Stored entries
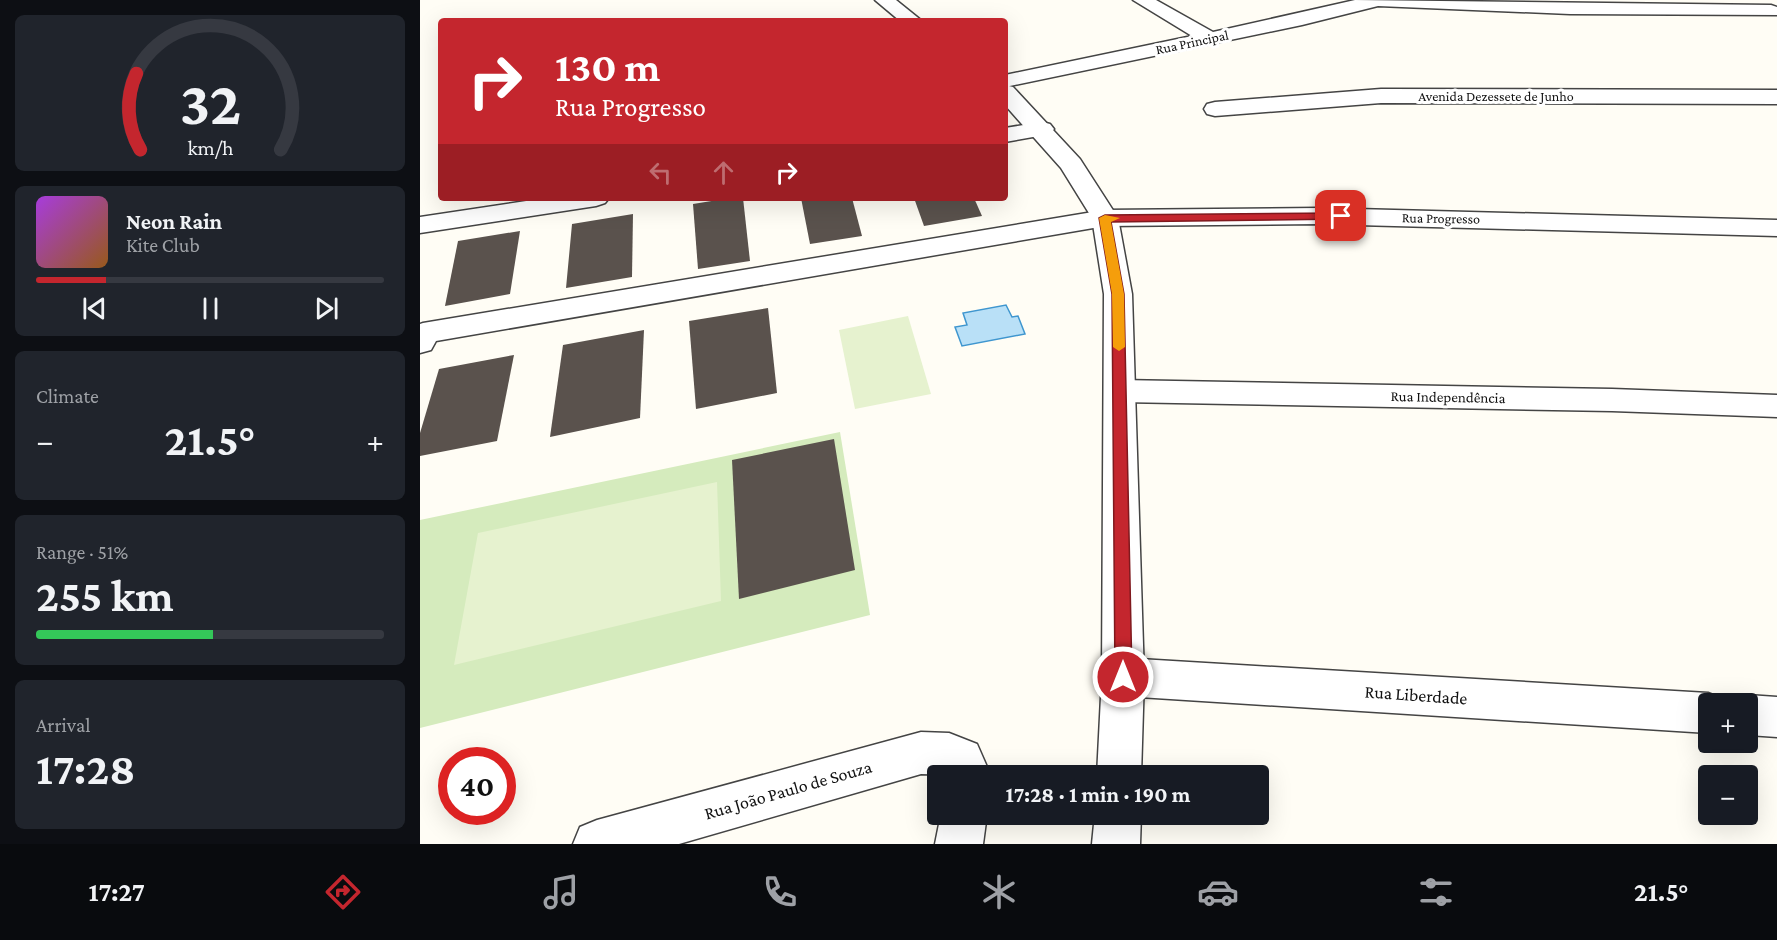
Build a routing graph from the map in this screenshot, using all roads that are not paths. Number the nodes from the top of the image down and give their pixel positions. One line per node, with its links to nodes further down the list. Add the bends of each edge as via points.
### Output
1 (884, 0): 5 (street)
2 (1142, 0): 6 (street)
3 (1378, 0): 4 (street, Rua Principal, via 1570,8); 6 (street, Rua Principal)
4 (1770, 9)
5 (908, 18)
6 (1210, 38): 7 (street, Rua Principal)
7 (1008, 80)
8 (1008, 95): 11 (street)
9 (1777, 97): 10 (street, Avenida Dezessete de Junho, via 1381,96)
10 (1215, 109)
11 (1042, 129): 12 (street); 15 (street, via 1071,164)
12 (1008, 135)
13 (576, 201): 14 (street)
14 (420, 225)
15 (1106, 227): 16 (street, Rua Progresso, via 1331,216); 17 (street, Rua Progresso); 20 (street, via 1118,294)
16 (1777, 228)
17 (552, 323): 18 (street, via 423,333); 19 (street)
18 (420, 343)
19 (420, 355)
20 (1120, 392): 21 (street, Rua Independência); 22 (street)
21 (1777, 406)
22 (1123, 677): 23 (street, Rua Liberdade); 27 (street)
23 (1698, 711)
24 (1758, 716): 25 (street)
25 (1777, 717)
26 (964, 765): 30 (street, Rua João Paulo de Souza, via 961,759 949,754 921,753)
27 (1119, 765)
28 (962, 825): 31 (street)
29 (1117, 825): 32 (street)
30 (597, 844)
31 (959, 844)
32 (1116, 844)

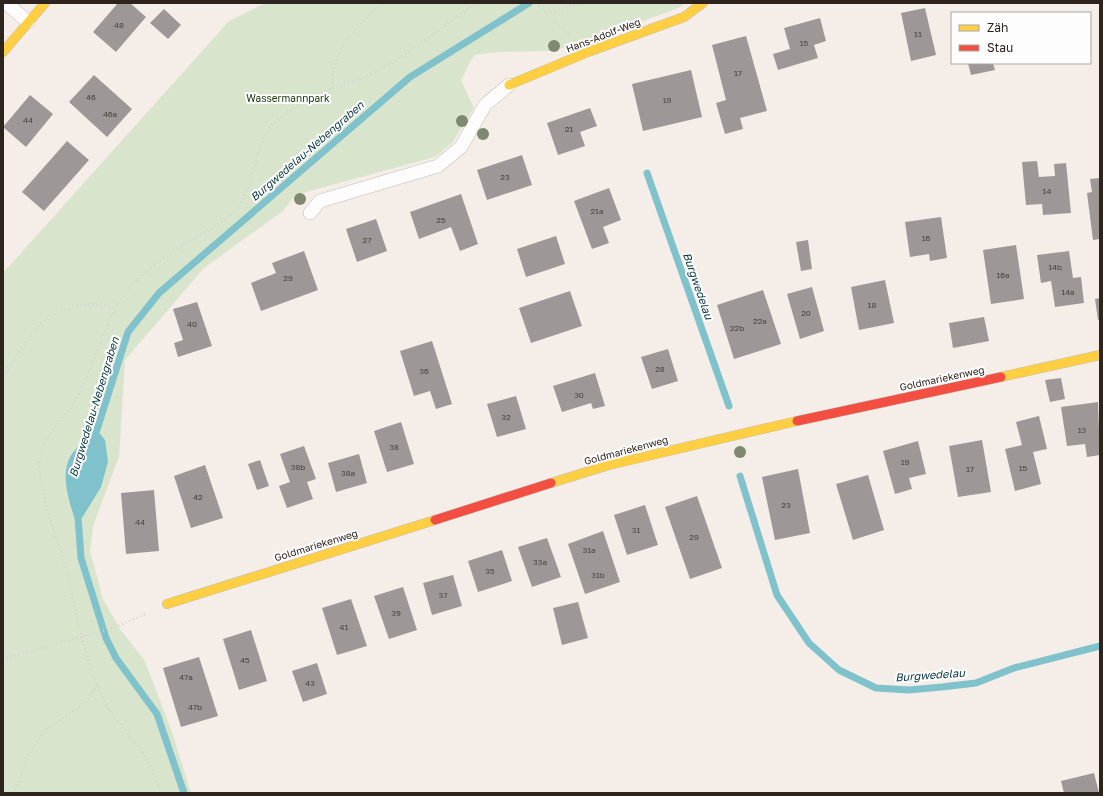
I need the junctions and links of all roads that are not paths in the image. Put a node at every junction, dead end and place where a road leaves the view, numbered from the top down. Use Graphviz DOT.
graph roads {
  1 [pos="6,3"];
  2 [pos="45,3"];
  3 [pos="703,3"];
  4 [pos="28,22"];
  5 [pos="3,52"];
  6 [pos="509,85"];
  7 [pos="310,213"];
  8 [pos="1100,355"];
  9 [pos="167,604"];
  1 -- 4 [label="lane"];
  2 -- 4 [label="street"];
  3 -- 6 [label="street, Hans-Adolf-Weg"];
  4 -- 5 [label="street"];
  6 -- 7 [label="lane"];
  8 -- 9 [label="street, Goldmariekenweg"];
}
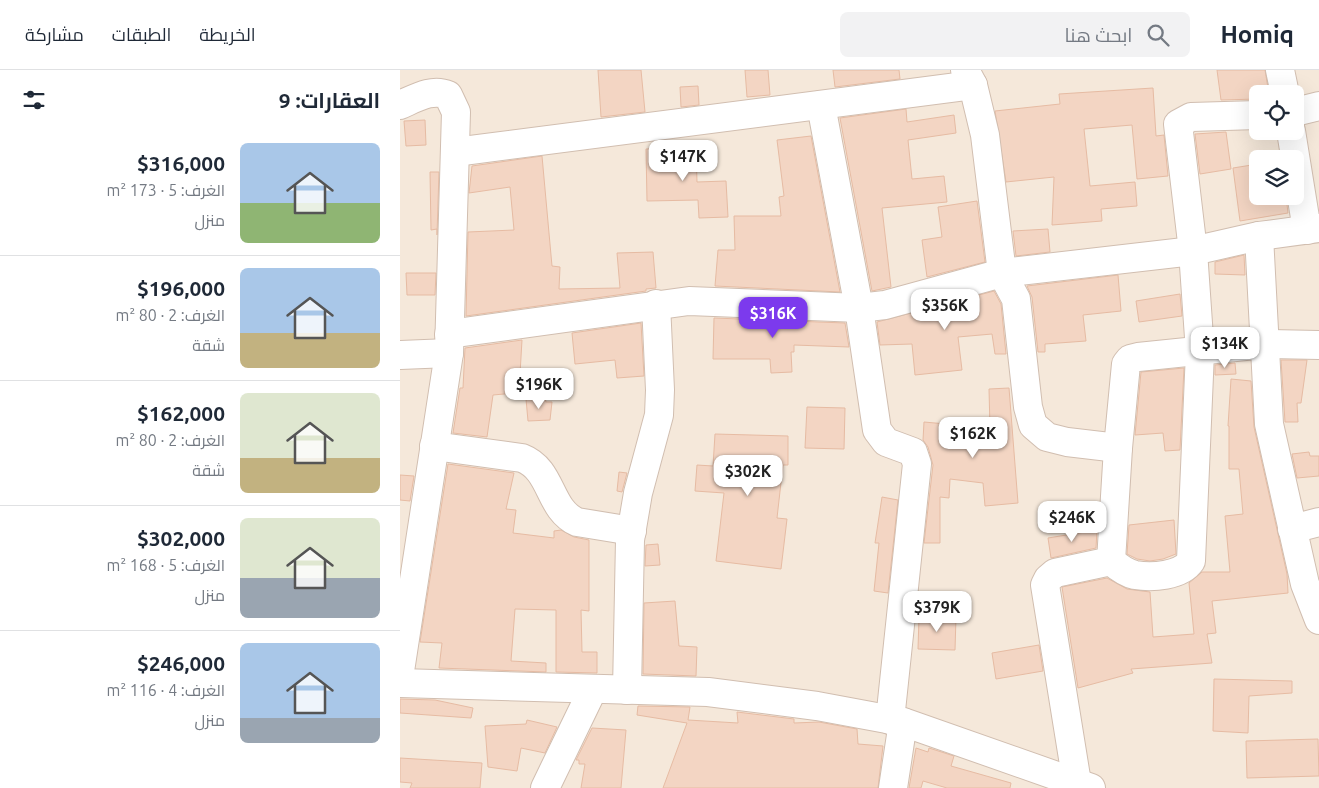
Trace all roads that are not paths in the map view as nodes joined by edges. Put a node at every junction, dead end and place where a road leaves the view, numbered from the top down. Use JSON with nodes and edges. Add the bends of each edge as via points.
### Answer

▸ WORK TASK
Your task is to find every line above containing the word "nodes" and copy it.

▸ OUTPUT OF THE EXERCISE
Build a routing graph from the map in this screenshot, using all roads that are not paths. Number the nodes from the top of the image down and give their pixel positions. One line per node, with its links to nodes further down the list. Add the bends of each edge as via points.
Trace all roads that are not paths in the map view as nodes joined by edges. Put a node at every junction, dead end and place where a road leaves the view, numbered from the top down. Use JSON with nodes and edges. Add the bends of each edge as via points.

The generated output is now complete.